Task directions: Would you reproduce every record exactly, leaving out the pictures?

:: Entries shown

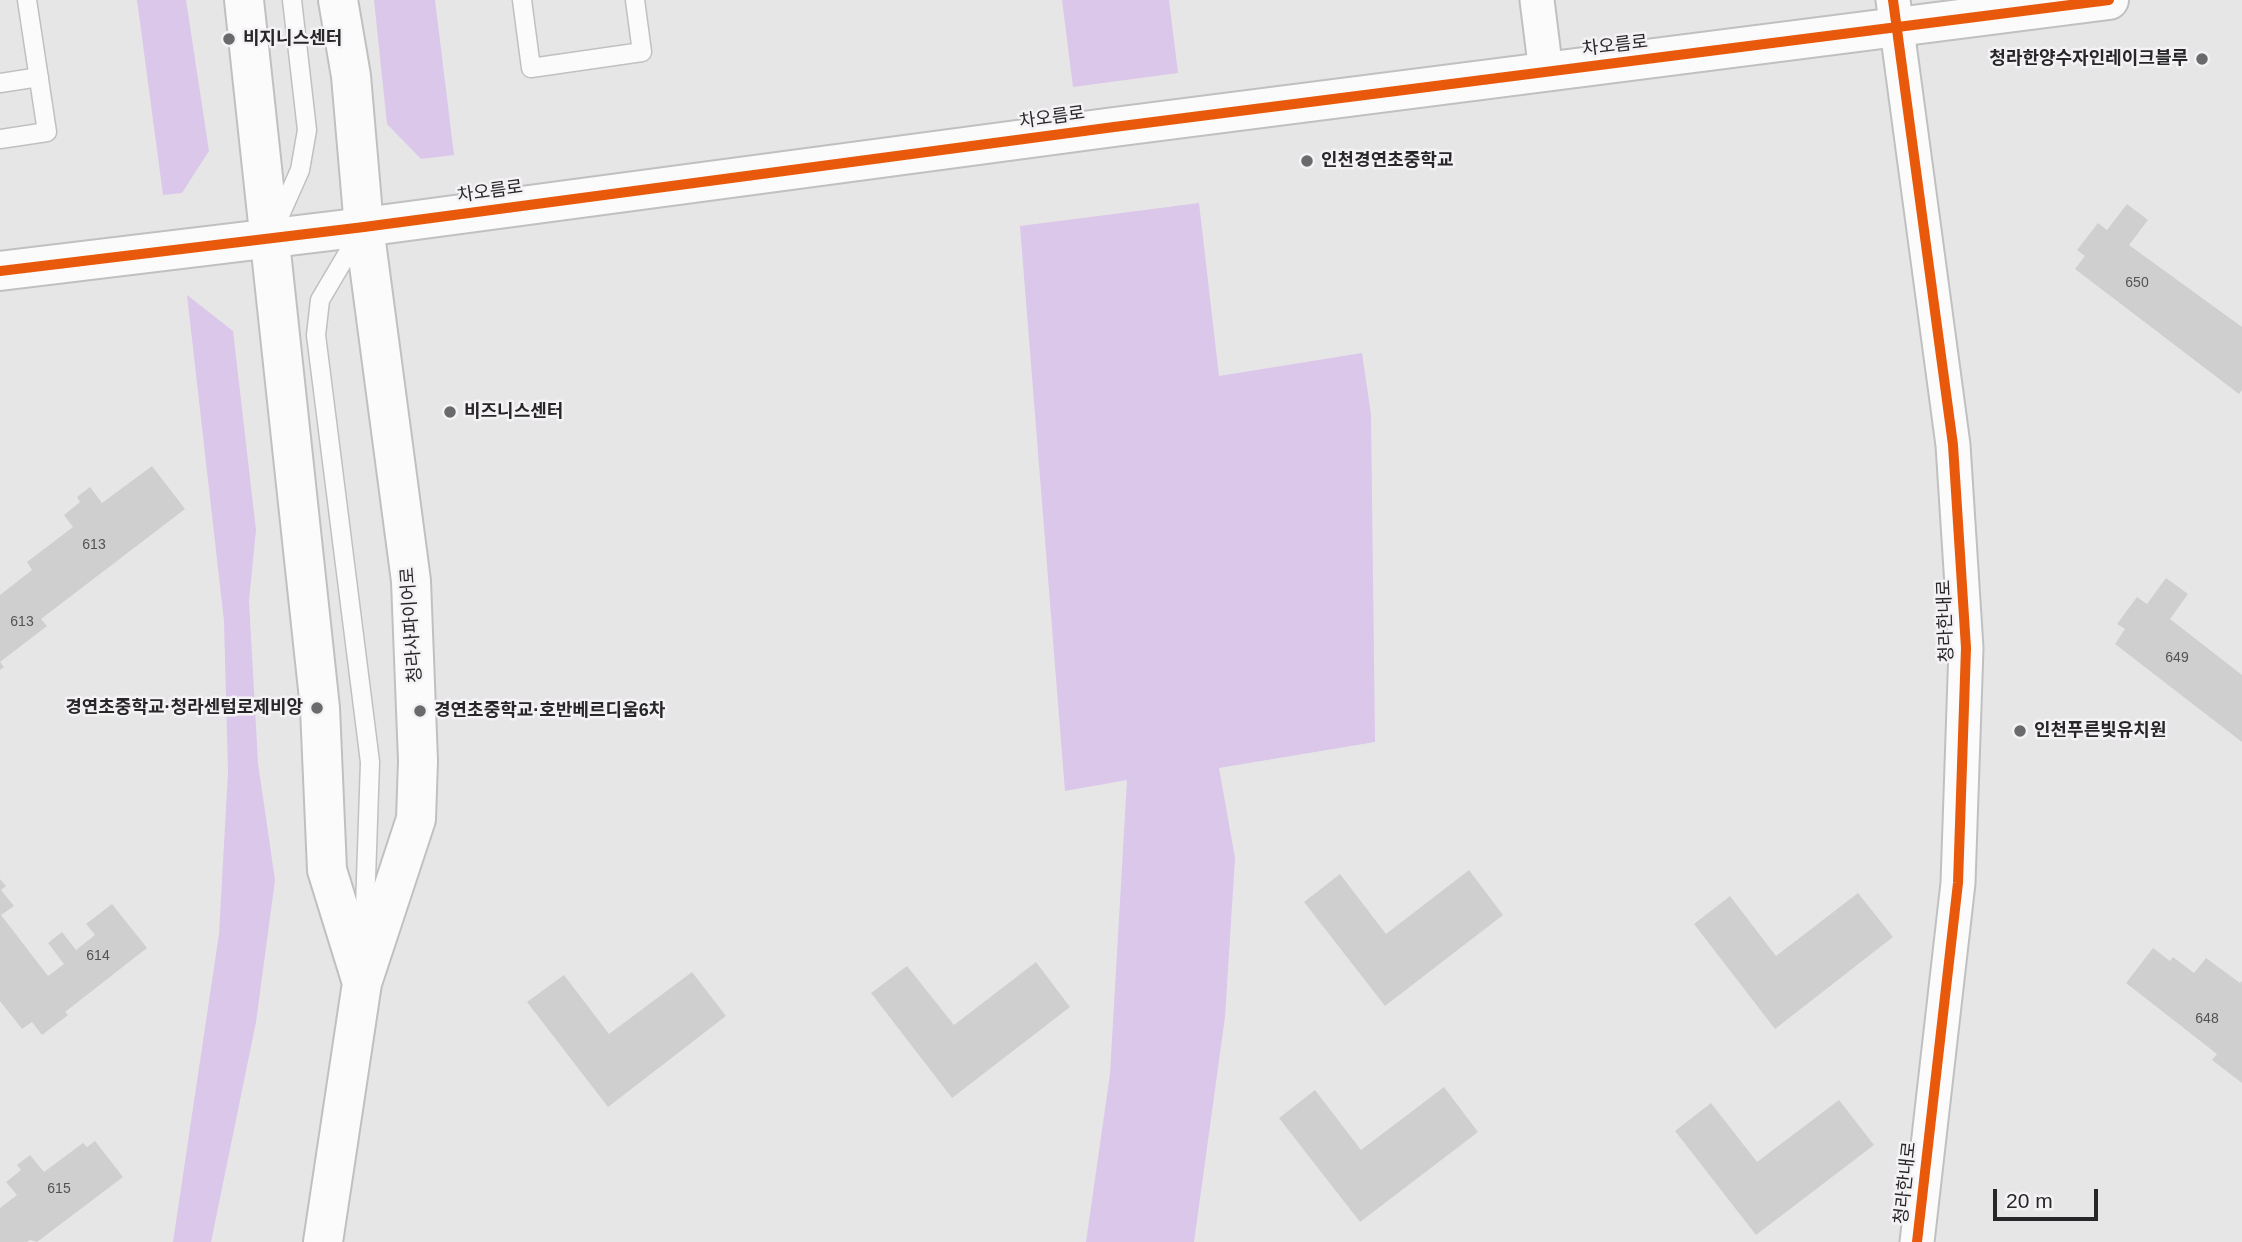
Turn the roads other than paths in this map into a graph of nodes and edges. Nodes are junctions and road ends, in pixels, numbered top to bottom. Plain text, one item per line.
1 (27, 0) edge
2 (244, 0) edge
3 (292, 0) edge
4 (338, 0) edge
5 (522, 0) edge
6 (635, 0) edge
7 (1536, 0) edge
8 (2109, 0) edge
9 (1895, 14) edge
10 (1546, 72) junction
11 (39, 77) junction
12 (0, 83) edge
13 (0, 139) edge
14 (364, 227) junction
15 (271, 237) junction
16 (0, 271) edge
17 (362, 983) junction
18 (323, 1242) edge
19 (1917, 1242) edge

1 - 11 lane
2 - 15 main road
3 - 15 lane
4 - 14 main road, 청라사파이어로
5 - 6 lane
7 - 10 street
8 - 9 main road, 차오름로
9 - 10 main road, 차오름로
9 - 19 street, 청라한내로
10 - 14 main road, 차오름로
11 - 12 lane
11 - 13 lane
14 - 15 main road, 차오름로
14 - 17 main road, 청라사파이어로
14 - 17 lane
15 - 16 main road, 차오름로
15 - 17 main road
17 - 18 main road, 청라사파이어로

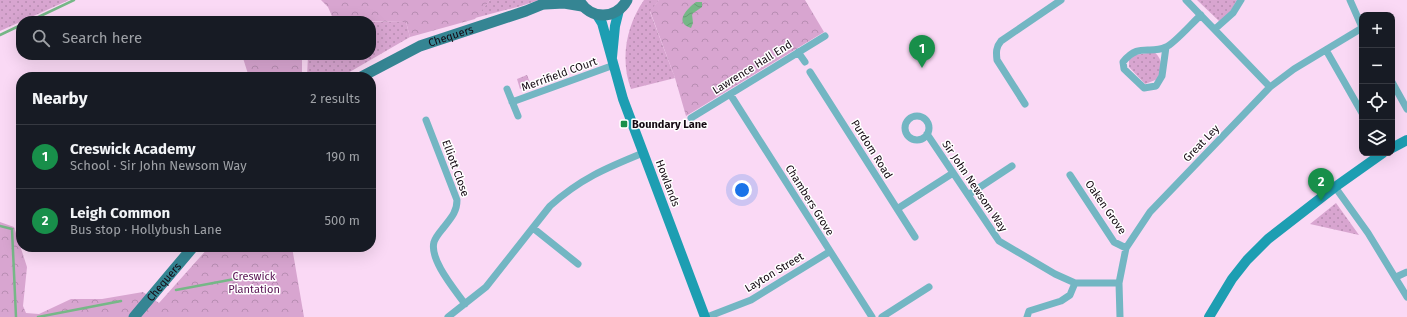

::::

Solution to the problem:
Turn the roads other than paths in this map into a graph of nodes and edges. Nodes are junctions and road ends, in pixels, numbered top to bottom. Plain text, one item per line.
1 (27, 0) edge
2 (244, 0) edge
3 (292, 0) edge
4 (338, 0) edge
5 (522, 0) edge
6 (635, 0) edge
7 (1536, 0) edge
8 (2109, 0) edge
9 (1895, 14) edge
10 (1546, 72) junction
11 (39, 77) junction
12 (0, 83) edge
13 (0, 139) edge
14 (364, 227) junction
15 (271, 237) junction
16 (0, 271) edge
17 (362, 983) junction
18 (323, 1242) edge
19 (1917, 1242) edge

1 - 11 lane
2 - 15 main road
3 - 15 lane
4 - 14 main road, 청라사파이어로
5 - 6 lane
7 - 10 street
8 - 9 main road, 차오름로
9 - 10 main road, 차오름로
9 - 19 street, 청라한내로
10 - 14 main road, 차오름로
11 - 12 lane
11 - 13 lane
14 - 15 main road, 차오름로
14 - 17 main road, 청라사파이어로
14 - 17 lane
15 - 16 main road, 차오름로
15 - 17 main road
17 - 18 main road, 청라사파이어로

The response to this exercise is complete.